Joint National Committee JNC 8 – https://thepafp.org/website/wp-content/uploads/2017/05/2014-JNC-8-Hypertension.pdf
National Center for Biotechnology Information – https://www.ncbi.nlm.nih.gov/pmc/articles/PMC6092891/table/T1/?report=objectonly
American Heart Association – https://www.ahajournals.org/doi/epub/10.1161/HYPERTENSIONAHA.120.15026
IHS Division of Diabetes https://www.ihs.gov/sites/diabetes/themes/responsive2017/display_objects/documents/algorithms/AlgorithmHypertension.pdf
Please answer each questions citing your response from evidence based clinical guidelines. Your response should not be post as “I would recommend”. Example of appropriate reference: The 2020 international Society of Hypertension Global Hypertension Practice Guidelines – recommend the use of selective ß1-receptor agonists in patients diagnosed with coronary heart disease and or heart failure ( Unger, T, et al, 2020).

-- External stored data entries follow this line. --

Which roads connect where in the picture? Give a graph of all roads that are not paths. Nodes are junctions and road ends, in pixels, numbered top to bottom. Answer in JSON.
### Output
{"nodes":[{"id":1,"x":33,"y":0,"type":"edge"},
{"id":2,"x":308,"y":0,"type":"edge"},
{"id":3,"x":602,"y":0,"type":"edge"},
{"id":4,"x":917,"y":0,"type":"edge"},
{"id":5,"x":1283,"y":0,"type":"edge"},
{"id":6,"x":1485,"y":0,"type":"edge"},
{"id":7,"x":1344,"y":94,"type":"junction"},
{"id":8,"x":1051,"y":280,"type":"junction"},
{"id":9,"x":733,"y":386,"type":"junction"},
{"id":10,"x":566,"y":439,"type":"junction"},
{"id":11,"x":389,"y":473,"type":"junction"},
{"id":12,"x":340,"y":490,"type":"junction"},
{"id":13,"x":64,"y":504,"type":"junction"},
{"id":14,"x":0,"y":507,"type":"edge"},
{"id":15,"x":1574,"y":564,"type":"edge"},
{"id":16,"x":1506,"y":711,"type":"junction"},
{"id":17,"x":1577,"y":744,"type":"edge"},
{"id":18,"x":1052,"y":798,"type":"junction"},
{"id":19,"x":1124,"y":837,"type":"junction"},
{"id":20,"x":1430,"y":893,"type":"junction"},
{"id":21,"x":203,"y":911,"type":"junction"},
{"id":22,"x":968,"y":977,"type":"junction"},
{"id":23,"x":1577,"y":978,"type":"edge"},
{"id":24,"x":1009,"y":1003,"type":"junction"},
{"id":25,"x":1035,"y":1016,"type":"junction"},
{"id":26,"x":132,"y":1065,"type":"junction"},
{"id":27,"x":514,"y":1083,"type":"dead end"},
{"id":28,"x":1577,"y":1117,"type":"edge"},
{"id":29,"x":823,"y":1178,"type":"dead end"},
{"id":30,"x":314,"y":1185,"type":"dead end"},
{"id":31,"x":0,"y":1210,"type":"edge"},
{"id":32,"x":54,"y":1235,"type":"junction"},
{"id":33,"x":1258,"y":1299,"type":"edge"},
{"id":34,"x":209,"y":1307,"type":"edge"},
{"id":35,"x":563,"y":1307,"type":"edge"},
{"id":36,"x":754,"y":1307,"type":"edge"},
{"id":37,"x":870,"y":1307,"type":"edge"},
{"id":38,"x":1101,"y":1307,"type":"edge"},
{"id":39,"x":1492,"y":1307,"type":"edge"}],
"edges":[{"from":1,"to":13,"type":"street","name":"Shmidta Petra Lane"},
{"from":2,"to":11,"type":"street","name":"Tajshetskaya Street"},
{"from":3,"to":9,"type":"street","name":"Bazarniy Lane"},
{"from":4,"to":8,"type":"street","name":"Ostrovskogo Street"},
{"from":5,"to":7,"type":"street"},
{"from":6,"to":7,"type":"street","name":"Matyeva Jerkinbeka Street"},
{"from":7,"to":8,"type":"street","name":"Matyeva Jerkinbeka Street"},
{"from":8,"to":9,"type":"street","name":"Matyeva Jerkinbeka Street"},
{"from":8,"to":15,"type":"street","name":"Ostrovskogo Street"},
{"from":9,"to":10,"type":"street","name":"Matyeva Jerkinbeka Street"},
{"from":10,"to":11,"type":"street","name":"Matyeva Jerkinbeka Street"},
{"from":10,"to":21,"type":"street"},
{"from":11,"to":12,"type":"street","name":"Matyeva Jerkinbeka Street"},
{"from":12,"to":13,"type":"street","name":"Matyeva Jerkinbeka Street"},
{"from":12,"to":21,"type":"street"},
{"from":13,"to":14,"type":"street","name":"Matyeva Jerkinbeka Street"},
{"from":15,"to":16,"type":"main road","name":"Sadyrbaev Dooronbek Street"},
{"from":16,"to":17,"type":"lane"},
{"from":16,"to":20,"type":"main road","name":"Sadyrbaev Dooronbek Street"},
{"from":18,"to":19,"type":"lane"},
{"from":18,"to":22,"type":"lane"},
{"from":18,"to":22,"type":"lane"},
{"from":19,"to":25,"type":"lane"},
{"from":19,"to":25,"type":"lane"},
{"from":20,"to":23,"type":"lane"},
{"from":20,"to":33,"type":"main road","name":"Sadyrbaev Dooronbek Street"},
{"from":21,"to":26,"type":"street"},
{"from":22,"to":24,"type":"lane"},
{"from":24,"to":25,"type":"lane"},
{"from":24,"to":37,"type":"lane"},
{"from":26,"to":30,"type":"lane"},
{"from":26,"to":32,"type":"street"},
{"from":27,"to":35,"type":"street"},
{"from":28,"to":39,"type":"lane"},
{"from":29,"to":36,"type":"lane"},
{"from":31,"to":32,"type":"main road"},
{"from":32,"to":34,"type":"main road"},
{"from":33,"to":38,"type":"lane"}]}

Pharmacological Considerations for Metoprolol in Patients with Comorbid Conditions
Reference:
Unger T;Borghi C;Charchar F;Khan NA;Poulter NR;Prabhakaran D;Ramirez A;Schlaich M;Stergiou GS;Tomaszewski M;Wainford RD;Williams B;Schutte AE; (n.d.). 2020 International Society of Hypertension Global Hypertension Practice Guidelines. Hypertension (Dallas, Tex. : 1979). Retrieved August 1, 2022, from https://pubmed.ncbi.nlm.nih.gov/32370572/
- Metoprolol is selective for which adrenoceptor? ( pharmacodynamics)
- What effects do agents such as metoprolol have on the cardiovascular system? ( pharmacodynamics)
- In which organ is metoprolol primarily metabolized? (Pharmacokinetics)
- Why would a provider be cautious when ordering a Beta Blocker in a patient with Asthma?